Segment Open

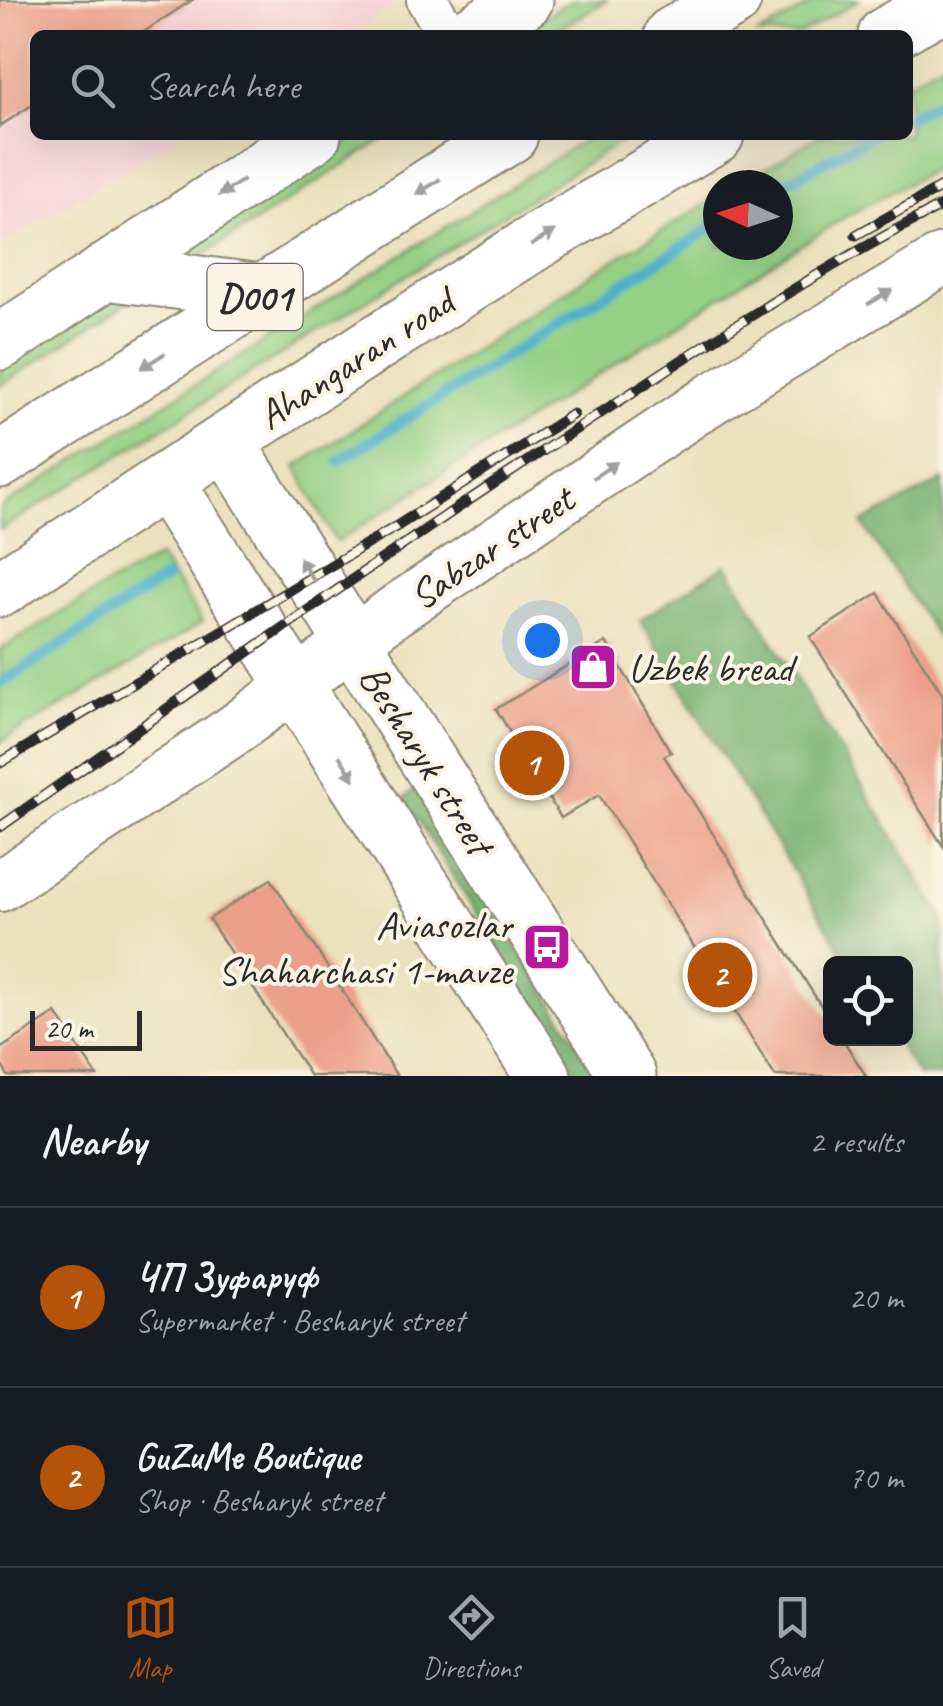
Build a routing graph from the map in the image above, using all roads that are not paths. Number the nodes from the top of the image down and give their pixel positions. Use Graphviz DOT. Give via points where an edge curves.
graph roads {
  1 [pos="426,0"];
  2 [pos="525,0"];
  3 [pos="733,0"];
  4 [pos="943,3"];
  5 [pos="446,30"];
  6 [pos="478,30"];
  7 [pos="681,30"];
  8 [pos="895,30"];
  9 [pos="305,140"];
  10 [pos="502,140"];
  11 [pos="708,140"];
  12 [pos="943,260"];
  13 [pos="105,272"];
  14 [pos="262,292"];
  15 [pos="0,342"];
  16 [pos="226,442"];
  17 [pos="0,460"];
  18 [pos="166,482"];
  19 [pos="0,588"];
  20 [pos="353,643"];
  21 [pos="295,685"];
  22 [pos="0,886"];
  23 [pos="542,1076"];
  24 [pos="628,1076"];
  1 -- 5 [label="street"];
  2 -- 6 [label="main road"];
  3 -- 7 [label="main road"];
  4 -- 8 [label="main road"];
  9 -- 13 [label="main road, one-way"];
  10 -- 14 [label="main road, D001, one-way"];
  16 -- 11 [label="main road, Ahangaran road / D001, one-way"];
  20 -- 12 [label="street, Sabzar street, one-way" via="714,398"];
  13 -- 14 [label="main road"];
  13 -- 15 [label="main road"];
  14 -- 17 [label="main road, D001, one-way"];
  16 -- 18 [label="main road, Ahangaran road / D001"];
  20 -- 16 [label="main road, Besharyk street, one-way"];
  18 -- 19 [label="main road, Ahangaran road / D001"];
  18 -- 21 [label="main road, Besharyk street"];
  20 -- 21 [label="street, Sabzar street"];
  20 -- 24 [label="main road, Besharyk street"];
  21 -- 22 [label="street, Sabzar street"];
  21 -- 23 [label="main road, Besharyk street, one-way"];
}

Segment Closed

--- AIM OF THE EXERCISE ---
All of the material above must be given again verbatim, except for the pictures.

--- EXPECTED OUTPUT ---
Build a routing graph from the map in the image above, using all roads that are not paths. Number the nodes from the top of the image down and give their pixel positions. Use Graphviz DOT. Give via points where an edge curves.
graph roads {
  1 [pos="426,0"];
  2 [pos="525,0"];
  3 [pos="733,0"];
  4 [pos="943,3"];
  5 [pos="446,30"];
  6 [pos="478,30"];
  7 [pos="681,30"];
  8 [pos="895,30"];
  9 [pos="305,140"];
  10 [pos="502,140"];
  11 [pos="708,140"];
  12 [pos="943,260"];
  13 [pos="105,272"];
  14 [pos="262,292"];
  15 [pos="0,342"];
  16 [pos="226,442"];
  17 [pos="0,460"];
  18 [pos="166,482"];
  19 [pos="0,588"];
  20 [pos="353,643"];
  21 [pos="295,685"];
  22 [pos="0,886"];
  23 [pos="542,1076"];
  24 [pos="628,1076"];
  1 -- 5 [label="street"];
  2 -- 6 [label="main road"];
  3 -- 7 [label="main road"];
  4 -- 8 [label="main road"];
  9 -- 13 [label="main road, one-way"];
  10 -- 14 [label="main road, D001, one-way"];
  16 -- 11 [label="main road, Ahangaran road / D001, one-way"];
  20 -- 12 [label="street, Sabzar street, one-way" via="714,398"];
  13 -- 14 [label="main road"];
  13 -- 15 [label="main road"];
  14 -- 17 [label="main road, D001, one-way"];
  16 -- 18 [label="main road, Ahangaran road / D001"];
  20 -- 16 [label="main road, Besharyk street, one-way"];
  18 -- 19 [label="main road, Ahangaran road / D001"];
  18 -- 21 [label="main road, Besharyk street"];
  20 -- 21 [label="street, Sabzar street"];
  20 -- 24 [label="main road, Besharyk street"];
  21 -- 22 [label="street, Sabzar street"];
  21 -- 23 [label="main road, Besharyk street, one-way"];
}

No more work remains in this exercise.